Il n’y avait pas à discuter plus longuement avec l’agent principal de la célèbre compagnie. Il était tellement sûr de ce qu’il disait !

« Et maintenant, ajouta-t-il, au profit de qui sera faite cette assurance de deux cent mille dollars ? Quel sera le bénéficiaire du contrat ?

— Il y aura deux bénéficiaires, répondit Kin-Fo.

— À parts égales ?

— Non, à parts inégales. L’un pour cinquante mille dollars, l’autre pour cent cinquante mille.

— Nous disons pour cinquante mille, monsieur…

— Wang.

— Le philosophe Wang ?

— Lui-même.

— Et pour les cent cinquante mille ?

— Mme Lé-ou, de Péking.

— De Péking », ajouta William J. Bidulph, en finissant d’inscrire les noms des ayants droit. Puis il reprit : « Quel est l’âge de madame Lé-ou ?

— Vingt et un ans, répondit Kin-Fo.

— Oh ! fit l’agent, voilà une jeune dame qui sera bien vieille, quand elle touchera le montant du capital assuré !

— Pourquoi, s’il vous plaît ?

— Parce que vous vivrez plus de cent ans, mon cher monsieur. Quant au philosophe Wang ?…

— Cinquante-cinq ans !

— Eh bien, cet aimable homme est sûr, lui, de ne jamais rien toucher !
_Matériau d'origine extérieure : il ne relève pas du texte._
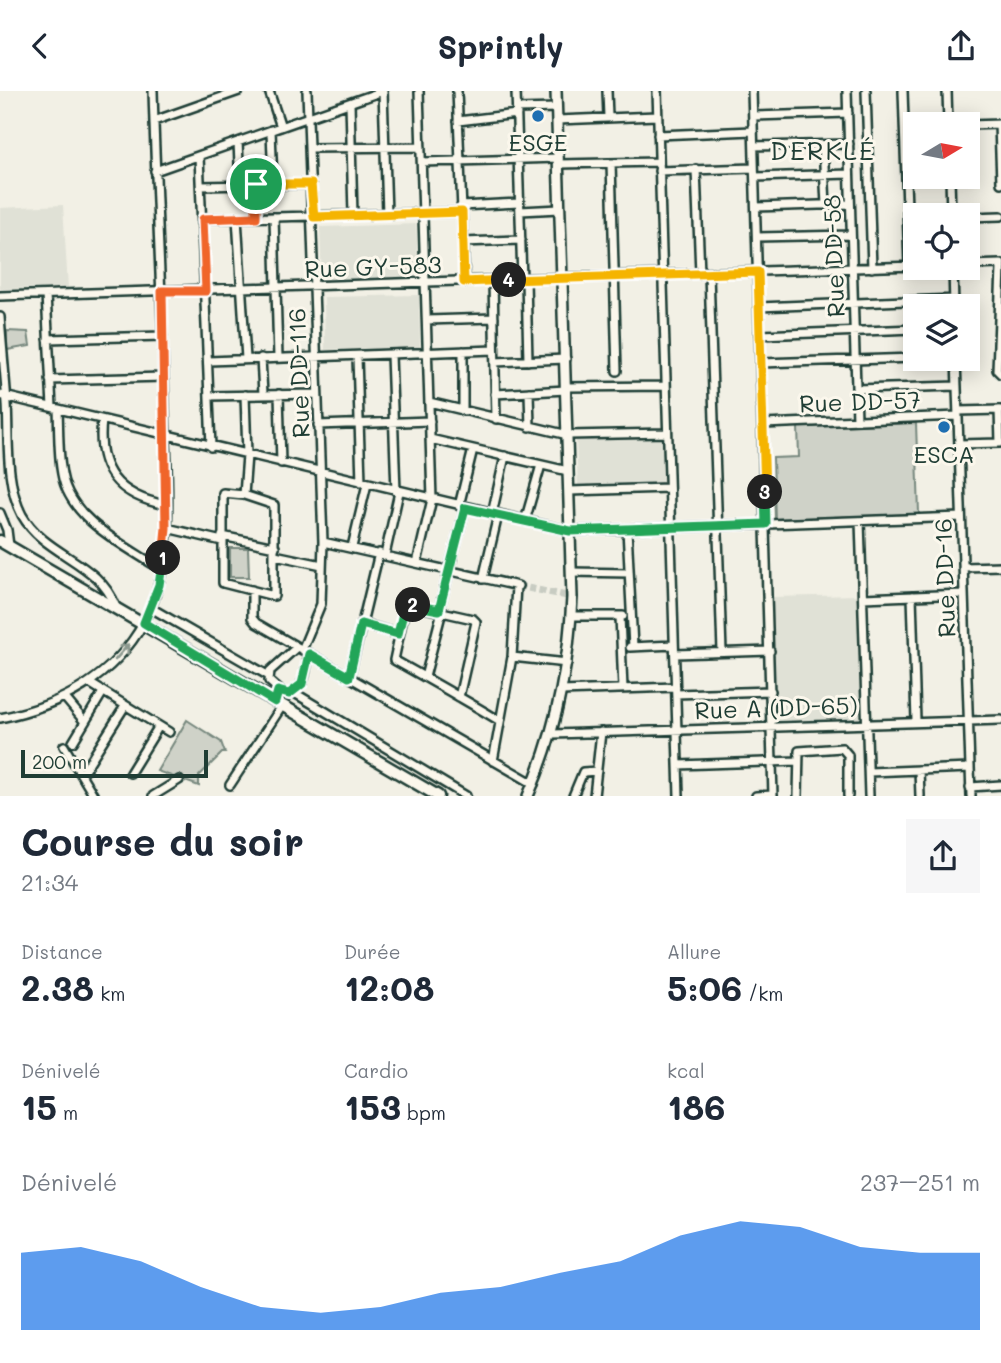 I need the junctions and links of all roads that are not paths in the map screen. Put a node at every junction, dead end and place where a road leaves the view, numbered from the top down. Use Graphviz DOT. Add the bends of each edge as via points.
graph roads {
  1 [pos="153,91"];
  2 [pos="239,91"];
  3 [pos="269,91"];
  4 [pos="307,91"];
  5 [pos="383,91"];
  6 [pos="419,91"];
  7 [pos="457,91"];
  8 [pos="516,91"];
  9 [pos="556,91"];
  10 [pos="607,91"];
  11 [pos="657,91"];
  12 [pos="752,91"];
  13 [pos="847,91"];
  14 [pos="866,91"];
  15 [pos="903,91"];
  16 [pos="947,91"];
  17 [pos="219,94"];
  18 [pos="350,103"];
  19 [pos="557,108"];
  20 [pos="517,111"];
  21 [pos="948,112"];
  22 [pos="848,113"];
  23 [pos="753,115"];
  24 [pos="657,116"];
  25 [pos="309,117"];
  26 [pos="608,117"];
  27 [pos="557,120"];
  28 [pos="154,121"];
  29 [pos="458,121"];
  30 [pos="1000,124"];
  31 [pos="980,125"];
  32 [pos="281,127"];
  33 [pos="271,130"];
  34 [pos="753,131"];
  35 [pos="658,135"];
  36 [pos="238,142"];
  37 [pos="849,144"];
  38 [pos="823,145"];
  39 [pos="754,146"];
  40 [pos="386,147"];
  41 [pos="421,147"];
  42 [pos="310,148"];
  43 [pos="351,148"];
  44 [pos="199,156"];
  45 [pos="518,159"];
  46 [pos="460,161"];
  47 [pos="559,161"];
  48 [pos="422,162"];
  49 [pos="611,163"];
  50 [pos="659,166"];
  51 [pos="754,168"];
  52 [pos="696,169"];
  53 [pos="155,171"];
  54 [pos="825,174"];
  55 [pos="849,174"];
  56 [pos="755,177"];
  57 [pos="1001,183"];
  58 [pos="256,184"];
  59 [pos="311,184"];
  60 [pos="240,185"];
  61 [pos="273,185"];
  62 [pos="201,186"];
  63 [pos="909,203"];
  64 [pos="850,204"];
  65 [pos="826,205"];
  66 [pos="520,207"];
  67 [pos="756,207"];
  68 [pos="462,209"];
  69 [pos="560,209"];
  70 [pos="423,213"];
  71 [pos="387,214"];
  72 [pos="353,215"];
  73 [pos="1001,216"];
  74 [pos="256,217"];
  75 [pos="274,217"];
  76 [pos="314,217"];
  77 [pos="980,217"];
  78 [pos="237,218"];
  79 [pos="203,219"];
  80 [pos="851,235"];
  81 [pos="757,237"];
  82 [pos="521,240"];
  83 [pos="463,242"];
  84 [pos="980,265"];
  85 [pos="1001,266"];
  86 [pos="903,267"];
  87 [pos="852,268"];
  88 [pos="872,268"];
  89 [pos="758,272"];
  90 [pos="705,274"];
  91 [pos="663,275"];
  92 [pos="614,277"];
  93 [pos="564,278"];
  94 [pos="524,280"];
  95 [pos="493,281"];
  96 [pos="464,282"];
  97 [pos="425,283"];
  98 [pos="315,287"];
  99 [pos="275,288"];
  100 [pos="241,289"];
  101 [pos="162,291"];
  102 [pos="206,291"];
  103 [pos="46,295"];
  104 [pos="0,296"];
  105 [pos="1000,301"];
  106 [pos="853,302"];
  107 [pos="903,302"];
  108 [pos="759,307"];
  109 [pos="0,317"];
  110 [pos="494,318"];
  111 [pos="426,320"];
  112 [pos="903,329"];
  113 [pos="854,330"];
  114 [pos="760,335"];
  115 [pos="163,336"];
  116 [pos="48,339"];
  117 [pos="999,339"];
  118 [pos="494,350"];
  119 [pos="463,351"];
  120 [pos="428,352"];
  121 [pos="391,355"];
  122 [pos="316,356"];
  123 [pos="357,357"];
  124 [pos="261,358"];
  125 [pos="278,358"];
  126 [pos="246,359"];
  127 [pos="566,359"];
  128 [pos="903,359"];
  129 [pos="209,361"];
  130 [pos="528,361"];
  131 [pos="855,361"];
  132 [pos="495,362"];
  133 [pos="761,363"];
  134 [pos="617,371"];
  135 [pos="956,371"];
  136 [pos="1001,374"];
  137 [pos="164,377"];
  138 [pos="50,380"];
  139 [pos="666,386"];
  140 [pos="957,386"];
  141 [pos="566,389"];
  142 [pos="856,390"];
  143 [pos="529,391"];
  144 [pos="263,394"];
  145 [pos="279,394"];
  146 [pos="317,394"];
  147 [pos="495,394"];
  148 [pos="245,395"];
  149 [pos="3,396"];
  150 [pos="209,396"];
  151 [pos="429,402"];
  152 [pos="55,408"];
  153 [pos="1000,410"];
  154 [pos="464,411"];
  155 [pos="958,414"];
  156 [pos="496,419"];
  157 [pos="102,420"];
  158 [pos="857,420"];
  159 [pos="430,421"];
  160 [pos="394,422"];
  161 [pos="359,423"];
  162 [pos="763,424"];
  163 [pos="318,425"];
  164 [pos="530,428"];
  165 [pos="667,433"];
  166 [pos="165,435"];
  167 [pos="568,435"];
  168 [pos="430,439"];
  169 [pos="959,444"];
  170 [pos="211,447"];
  171 [pos="473,449"];
  172 [pos="247,455"];
  173 [pos="505,456"];
  174 [pos="281,463"];
  175 [pos="541,465"];
  176 [pos="568,471"];
  177 [pos="320,472"];
  178 [pos="364,483"];
  179 [pos="669,488"];
  180 [pos="569,491"];
  181 [pos="397,492"];
  182 [pos="244,495"];
  183 [pos="432,499"];
  184 [pos="166,505"];
  185 [pos="462,507"];
  186 [pos="0,513"];
  187 [pos="495,515"];
  188 [pos="961,517"];
  189 [pos="525,521"];
  190 [pos="860,521"];
  191 [pos="766,524"];
  192 [pos="717,526"];
  193 [pos="671,527"];
  194 [pos="166,528"];
  195 [pos="627,529"];
  196 [pos="570,531"];
  197 [pos="222,539"];
  198 [pos="323,542"];
  199 [pos="4,544"];
  200 [pos="352,547"];
  201 [pos="275,551"];
  202 [pos="382,554"];
  203 [pos="417,563"];
  204 [pos="322,565"];
  205 [pos="1001,566"];
  206 [pos="963,567"];
  207 [pos="162,570"];
  208 [pos="449,571"];
  209 [pos="571,572"];
  210 [pos="629,573"];
  211 [pos="483,579"];
  212 [pos="252,590"];
  213 [pos="964,594"];
  214 [pos="912,596"];
  215 [pos="863,598"];
  216 [pos="116,607"];
  217 [pos="151,608"];
  218 [pos="440,610"];
  219 [pos="631,615"];
  220 [pos="620,616"];
  221 [pos="571,617"];
  222 [pos="144,623"];
  223 [pos="361,624"];
  224 [pos="398,634"];
  225 [pos="632,647"];
  226 [pos="622,648"];
  227 [pos="302,650"];
  228 [pos="674,650"];
  229 [pos="770,651"];
  230 [pos="722,652"];
  231 [pos="512,657"];
  232 [pos="567,663"];
  233 [pos="269,676"];
  234 [pos="349,677"];
  235 [pos="425,677"];
  236 [pos="91,684"];
  237 [pos="623,689"];
  238 [pos="561,691"];
  239 [pos="676,691"];
  240 [pos="771,691"];
  241 [pos="103,692"];
  242 [pos="293,692"];
  243 [pos="459,697"];
  244 [pos="65,698"];
  245 [pos="278,699"];
  246 [pos="125,706"];
  247 [pos="0,718"];
  248 [pos="1001,720"];
  249 [pos="500,721"];
  250 [pos="85,722"];
  251 [pos="916,722"];
  252 [pos="968,722"];
  253 [pos="867,723"];
  254 [pos="159,726"];
  255 [pos="771,728"];
  256 [pos="677,730"];
  257 [pos="169,732"];
  258 [pos="601,732"];
  259 [pos="553,734"];
  260 [pos="74,742"];
  261 [pos="64,746"];
  262 [pos="492,761"];
  263 [pos="772,761"];
  264 [pos="798,761"];
  265 [pos="678,765"];
  266 [pos="970,768"];
  267 [pos="919,770"];
  268 [pos="597,771"];
  269 [pos="869,772"];
  270 [pos="131,773"];
  271 [pos="82,774"];
  272 [pos="179,780"];
  273 [pos="534,784"];
  274 [pos="230,785"];
  275 [pos="1001,785"];
  276 [pos="970,792"];
  277 [pos="94,796"];
  278 [pos="153,796"];
  279 [pos="438,796"];
  280 [pos="466,796"];
  281 [pos="528,796"];
  282 [pos="573,796"];
  283 [pos="594,796"];
  284 [pos="679,796"];
  285 [pos="755,796"];
  286 [pos="773,796"];
  287 [pos="798,796"];
  288 [pos="848,796"];
  289 [pos="869,796"];
  290 [pos="920,796"];
  1 -- 28 [label="street"];
  2 -- 17 [label="street"];
  3 -- 32 [label="street"];
  4 -- 25 [label="street, Rue DD-116"];
  5 -- 18 [label="street"];
  5 -- 40 [label="street"];
  6 -- 41 [label="street"];
  7 -- 29 [label="street"];
  8 -- 20 [label="street"];
  9 -- 19 [label="street"];
  10 -- 26 [label="street"];
  11 -- 24 [label="street"];
  12 -- 23 [label="street"];
  13 -- 22 [label="street, Rue DD-58"];
  14 -- 88 [label="street"];
  15 -- 63 [label="street"];
  16 -- 21 [label="street"];
  17 -- 28 [label="street"];
  18 -- 25 [label="street"];
  18 -- 43 [label="street"];
  19 -- 20 [label="street"];
  19 -- 27 [label="street"];
  20 -- 29 [label="street"];
  20 -- 45 [label="street"];
  22 -- 23 [label="street"];
  22 -- 37 [label="street, Rue DD-58"];
  23 -- 34 [label="street"];
  24 -- 26 [label="street"];
  24 -- 35 [label="street"];
  25 -- 32 [label="street"];
  25 -- 42 [label="street, Rue DD-116"];
  26 -- 27 [label="street"];
  27 -- 47 [label="street"];
  28 -- 53 [label="street"];
  29 -- 46 [label="street"];
  30 -- 31 [label="street"];
  30 -- 57 [label="street"];
  32 -- 33 [label="street"];
  33 -- 36 [label="street"];
  33 -- 61 [label="street"];
  34 -- 35 [label="street"];
  34 -- 39 [label="street"];
  35 -- 50 [label="street"];
  36 -- 44 [label="street"];
  36 -- 60 [label="street"];
  37 -- 38 [label="street"];
  37 -- 55 [label="street, Rue DD-58"];
  38 -- 39 [label="street"];
  38 -- 54 [label="street"];
  39 -- 51 [label="street"];
  40 -- 41 [label="street"];
  40 -- 43 [label="street"];
  40 -- 71 [label="street"];
  41 -- 48 [label="street"];
  42 -- 43 [label="street"];
  42 -- 59 [label="street, Rue DD-116"];
  43 -- 72 [label="street"];
  44 -- 53 [label="street"];
  44 -- 62 [label="street"];
  45 -- 46 [label="street"];
  45 -- 47 [label="street"];
  45 -- 66 [label="street"];
  46 -- 48 [label="street"];
  46 -- 68 [label="street"];
  47 -- 49 [label="street"];
  47 -- 69 [label="street"];
  48 -- 70 [label="street"];
  49 -- 50 [label="street"];
  49 -- 92 [label="street"];
  50 -- 52 [label="street"];
  50 -- 91 [label="street"];
  51 -- 52 [label="street"];
  51 -- 56 [label="street"];
  52 -- 90 [label="street"];
  53 -- 101 [label="street"];
  54 -- 55 [label="street"];
  54 -- 56 [label="street"];
  54 -- 65 [label="street"];
  55 -- 64 [label="street, Rue DD-58"];
  56 -- 67 [label="street"];
  58 -- 60 [label="street"];
  58 -- 61 [label="street"];
  58 -- 74 [label="street"];
  59 -- 61 [label="street"];
  59 -- 76 [label="street, Rue DD-116"];
  60 -- 62 [label="street"];
  62 -- 79 [label="street"];
  64 -- 65 [label="street"];
  64 -- 80 [label="street, Rue DD-58"];
  65 -- 67 [label="street"];
  66 -- 68 [label="street"];
  66 -- 69 [label="street"];
  66 -- 82 [label="street"];
  67 -- 81 [label="street"];
  68 -- 70 [label="street"];
  68 -- 83 [label="street"];
  69 -- 93 [label="street"];
  70 -- 71 [label="street"];
  70 -- 97 [label="street"];
  71 -- 72 [label="street"];
  72 -- 76 [label="street"];
  73 -- 77 [label="street"];
  74 -- 75 [label="street"];
  74 -- 78 [label="street"];
  75 -- 76 [label="street"];
  75 -- 99 [label="street"];
  76 -- 98 [label="street, Rue DD-116"];
  78 -- 79 [label="street"];
  78 -- 100 [label="street"];
  79 -- 102 [label="street"];
  80 -- 81 [label="street"];
  80 -- 87 [label="street, Rue DD-58"];
  81 -- 89 [label="street"];
  82 -- 83 [label="street"];
  82 -- 94 [label="street"];
  83 -- 96 [label="street"];
  84 -- 85 [label="street"];
  85 -- 105 [label="street"];
  86 -- 88 [label="street, Rue GY-583"];
  87 -- 88 [label="street, Rue GY-583"];
  87 -- 89 [label="street, Rue GY-583"];
  87 -- 106 [label="street, Rue DD-58"];
  89 -- 90 [label="street, Rue GY-583"];
  89 -- 108 [label="street"];
  90 -- 91 [label="street, Rue GY-583"];
  90 -- 192 [label="street"];
  91 -- 92 [label="street, Rue GY-583"];
  91 -- 139 [label="street"];
  92 -- 93 [label="street, Rue GY-583"];
  92 -- 134 [label="street"];
  93 -- 94 [label="street, Rue GY-583"];
  93 -- 127 [label="street"];
  94 -- 95 [label="street, Rue GY-583"];
  94 -- 130 [label="street"];
  95 -- 96 [label="street, Rue GY-583"];
  95 -- 110 [label="street"];
  96 -- 97 [label="street, Rue GY-583"];
  97 -- 98 [label="street, Rue GY-583"];
  97 -- 111 [label="street"];
  98 -- 99 [label="street, Rue GY-583"];
  98 -- 122 [label="street, Rue DD-116"];
  99 -- 100 [label="street, Rue GY-583"];
  99 -- 125 [label="street"];
  100 -- 102 [label="street, Rue GY-583"];
  100 -- 126 [label="street"];
  101 -- 102 [label="street, Rue GY-583"];
  101 -- 103 [label="street, Rue GY-583"];
  101 -- 115 [label="street"];
  102 -- 129 [label="street"];
  103 -- 104 [label="street, Rue GY-583"];
  103 -- 116 [label="street"];
  105 -- 117 [label="street"];
  106 -- 107 [label="street"];
  106 -- 108 [label="street"];
  106 -- 113 [label="street, Rue DD-58"];
  108 -- 114 [label="street"];
  109 -- 149 [label="street"];
  110 -- 111 [label="street"];
  110 -- 118 [label="street"];
  111 -- 120 [label="street"];
  112 -- 113 [label="street"];
  113 -- 114 [label="street"];
  113 -- 131 [label="street, Rue DD-58"];
  114 -- 133 [label="street"];
  115 -- 116 [label="street"];
  115 -- 137 [label="street"];
  116 -- 138 [label="street"];
  117 -- 136 [label="street" via="997,370"];
  118 -- 119 [label="street"];
  118 -- 132 [label="street"];
  119 -- 120 [label="street"];
  119 -- 154 [label="street"];
  120 -- 121 [label="street"];
  120 -- 151 [label="street"];
  121 -- 123 [label="street"];
  121 -- 160 [label="street"];
  122 -- 123 [label="street"];
  122 -- 125 [label="street"];
  122 -- 146 [label="street, Rue DD-116"];
  123 -- 161 [label="street"];
  124 -- 125 [label="street"];
  124 -- 126 [label="street"];
  124 -- 144 [label="street"];
  126 -- 129 [label="street"];
  127 -- 130 [label="street"];
  127 -- 141 [label="street"];
  128 -- 131 [label="street"];
  129 -- 150 [label="street"];
  130 -- 132 [label="street"];
  131 -- 133 [label="street"];
  131 -- 142 [label="street, Rue DD-58"];
  132 -- 147 [label="street"];
  133 -- 162 [label="street"];
  135 -- 140 [label="street, Rue DD-16"];
  137 -- 138 [label="street"];
  137 -- 166 [label="street"];
  138 -- 152 [label="street"];
  139 -- 141 [label="street"];
  139 -- 165 [label="street"];
  140 -- 142 [label="street"];
  140 -- 155 [label="street, Rue DD-16"];
  141 -- 143 [label="street"];
  141 -- 167 [label="street"];
  142 -- 158 [label="street, Rue DD-58"];
  143 -- 147 [label="street"];
  143 -- 164 [label="street"];
  144 -- 145 [label="street"];
  144 -- 148 [label="street"];
  145 -- 146 [label="street"];
  145 -- 174 [label="street"];
  146 -- 163 [label="street, Rue DD-116"];
  147 -- 156 [label="street"];
  148 -- 150 [label="street"];
  148 -- 172 [label="street"];
  149 -- 152 [label="street"];
  149 -- 216 [label="street" via="12,477 22,515 45,541 106,585"];
  150 -- 170 [label="street"];
  151 -- 154 [label="street"];
  151 -- 159 [label="street"];
  152 -- 157 [label="street"];
  152 -- 207 [label="street" via="62,474 76,505 89,520"];
  153 -- 155 [label="street, Rue DD-57"];
  153 -- 169 [label="street" via="1000,443"];
  154 -- 156 [label="street"];
  155 -- 158 [label="street, Rue DD-57"];
  155 -- 169 [label="street, Rue DD-16"];
  156 -- 164 [label="street"];
  157 -- 166 [label="street"];
  157 -- 184 [label="street" via="102,451 112,477 145,501"];
  158 -- 162 [label="street, Rue DD-57"];
  159 -- 160 [label="street"];
  159 -- 168 [label="street"];
  160 -- 161 [label="street"];
  160 -- 181 [label="street"];
  161 -- 163 [label="street"];
  161 -- 178 [label="street"];
  162 -- 191 [label="street"];
  163 -- 177 [label="street, Rue DD-116"];
  164 -- 167 [label="street"];
  165 -- 167 [label="street"];
  165 -- 179 [label="street"];
  166 -- 170 [label="street"];
  166 -- 184 [label="street"];
  167 -- 176 [label="street"];
  168 -- 171 [label="street"];
  168 -- 183 [label="street"];
  169 -- 188 [label="street, Rue DD-16"];
  170 -- 172 [label="street"];
  171 -- 173 [label="street"];
  171 -- 185 [label="street"];
  172 -- 174 [label="street"];
  172 -- 182 [label="street"];
  173 -- 175 [label="street"];
  173 -- 187 [label="street"];
  174 -- 177 [label="street"];
  175 -- 176 [label="street"];
  175 -- 189 [label="street"];
  176 -- 180 [label="street"];
  177 -- 178 [label="street"];
  177 -- 198 [label="street, Rue DD-116"];
  178 -- 181 [label="street"];
  178 -- 200 [label="street"];
  179 -- 180 [label="street"];
  179 -- 193 [label="street"];
  180 -- 196 [label="street"];
  181 -- 183 [label="street"];
  181 -- 202 [label="street"];
  182 -- 197 [label="street" via="221,496"];
  182 -- 201 [label="street" via="274,505"];
  183 -- 185 [label="street"];
  183 -- 203 [label="street"];
  184 -- 194 [label="street"];
  185 -- 187 [label="street"];
  185 -- 208 [label="street"];
  186 -- 199 [label="street" via="7,530"];
  187 -- 189 [label="street"];
  187 -- 211 [label="street"];
  188 -- 190 [label="street"];
  188 -- 206 [label="street, Rue DD-16"];
  189 -- 196 [label="street"];
  190 -- 191 [label="street"];
  190 -- 215 [label="street"];
  191 -- 192 [label="street"];
  191 -- 229 [label="street"];
  192 -- 193 [label="street"];
  192 -- 230 [label="street"];
  193 -- 195 [label="street"];
  193 -- 228 [label="street"];
  194 -- 197 [label="street"];
  194 -- 207 [label="street"];
  195 -- 196 [label="street"];
  195 -- 210 [label="street"];
  196 -- 209 [label="street"];
  197 -- 201 [label="street"];
  197 -- 212 [label="street" via="223,583"];
  198 -- 200 [label="street"];
  198 -- 204 [label="street, Rue DD-116"];
  199 -- 216 [label="main road"];
  200 -- 202 [label="street"];
  201 -- 204 [label="street"];
  201 -- 212 [label="street" via="276,594"];
  202 -- 203 [label="street"];
  202 -- 223 [label="street"];
  203 -- 208 [label="street"];
  204 -- 227 [label="street, Rue DD-116" via="321,604"];
  205 -- 206 [label="street"];
  206 -- 213 [label="street, Rue DD-16"];
  207 -- 217 [label="street"];
  208 -- 211 [label="street"];
  208 -- 218 [label="street"];
  209 -- 210 [label="street"];
  209 -- 221 [label="street"];
  210 -- 219 [label="street"];
  211 -- 231 [label="street" via="517,586"];
  212 -- 227 [label="street" via="253,621"];
  213 -- 214 [label="street"];
  213 -- 252 [label="street, Rue DD-16"];
  214 -- 215 [label="street"];
  214 -- 251 [label="street"];
  215 -- 253 [label="street"];
  216 -- 222 [label="main road"];
  217 -- 222 [label="street"];
  217 -- 233 [label="street"];
  218 -- 224 [label="street" via="406,604"];
  218 -- 235 [label="street"];
  218 -- 243 [label="street" via="476,622"];
  219 -- 220 [label="street"];
  219 -- 225 [label="street"];
  220 -- 221 [label="street"];
  220 -- 226 [label="street"];
  221 -- 232 [label="street"];
  236 -- 222 [label="street, one-way"];
  222 -- 245 [label="main road"];
  223 -- 224 [label="street"];
  223 -- 234 [label="street"];
  224 -- 235 [label="street" via="394,660"];
  225 -- 226 [label="street"];
  225 -- 228 [label="street"];
  226 -- 237 [label="street"];
  227 -- 233 [label="street" via="274,665"];
  227 -- 234 [label="street"];
  227 -- 242 [label="street, Rue DD-116" via="305,678"];
  228 -- 230 [label="street"];
  228 -- 239 [label="street"];
  229 -- 230 [label="street"];
  229 -- 240 [label="street"];
  231 -- 232 [label="street"];
  231 -- 249 [label="street"];
  232 -- 238 [label="street"];
  233 -- 245 [label="street"];
  234 -- 262 [label="street"];
  235 -- 243 [label="street"];
  236 -- 241 [label="street"];
  236 -- 244 [label="street"];
  237 -- 238 [label="street"];
  237 -- 239 [label="street"];
  238 -- 259 [label="street"];
  239 -- 240 [label="street"];
  239 -- 256 [label="street"];
  240 -- 255 [label="street"];
  241 -- 246 [label="street"];
  241 -- 250 [label="street"];
  242 -- 245 [label="street"];
  242 -- 280 [label="street"];
  243 -- 249 [label="street"];
  244 -- 247 [label="street"];
  244 -- 250 [label="street"];
  245 -- 274 [label="street"];
  245 -- 279 [label="main road"];
  246 -- 254 [label="street"];
  246 -- 271 [label="street"];
  248 -- 252 [label="street, Rue A (DD-65)"];
  249 -- 262 [label="street"];
  250 -- 260 [label="street"];
  251 -- 252 [label="street, Rue A (DD-65)"];
  251 -- 253 [label="street, Rue A (DD-65)"];
  252 -- 266 [label="street, Rue DD-16"];
  253 -- 255 [label="street, Rue A (DD-65)"];
  253 -- 269 [label="street"];
  254 -- 257 [label="street"];
  254 -- 270 [label="street"];
  255 -- 256 [label="street, Rue A (DD-65)"];
  255 -- 263 [label="street"];
  256 -- 258 [label="street, Rue A (DD-65)"];
  256 -- 265 [label="street"];
  258 -- 259 [label="street, Rue A (DD-65)"];
  258 -- 268 [label="street"];
  259 -- 273 [label="street"];
  261 -- 271 [label="street"];
  262 -- 273 [label="street"];
  263 -- 264 [label="street"];
  263 -- 265 [label="street"];
  263 -- 286 [label="street"];
  264 -- 287 [label="street"];
  264 -- 288 [label="street" via="797,753 802,750 846,751"];
  265 -- 284 [label="street"];
  266 -- 267 [label="street"];
  266 -- 276 [label="street, Rue DD-16"];
  267 -- 269 [label="street"];
  267 -- 290 [label="street"];
  268 -- 282 [label="street" via="581,774"];
  268 -- 283 [label="street"];
  269 -- 289 [label="street"];
  271 -- 277 [label="street"];
  272 -- 278 [label="street"];
  273 -- 281 [label="street"];
  275 -- 276 [label="street"];
  285 -- 286 [label="street"];
}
— On le verra bien, monsieur !

— Monsieur, répondit William J. Bidulph, si j’étais à cinquante-cinq ans l’héritier d’un homme de trente et un, qui doit mourir centenaire, je n’aurais pas la simplicité de compter sur son héritage.

— Votre serviteur, monsieur, dit Kin-Fo, en se dirigeant vers la porte du cabinet.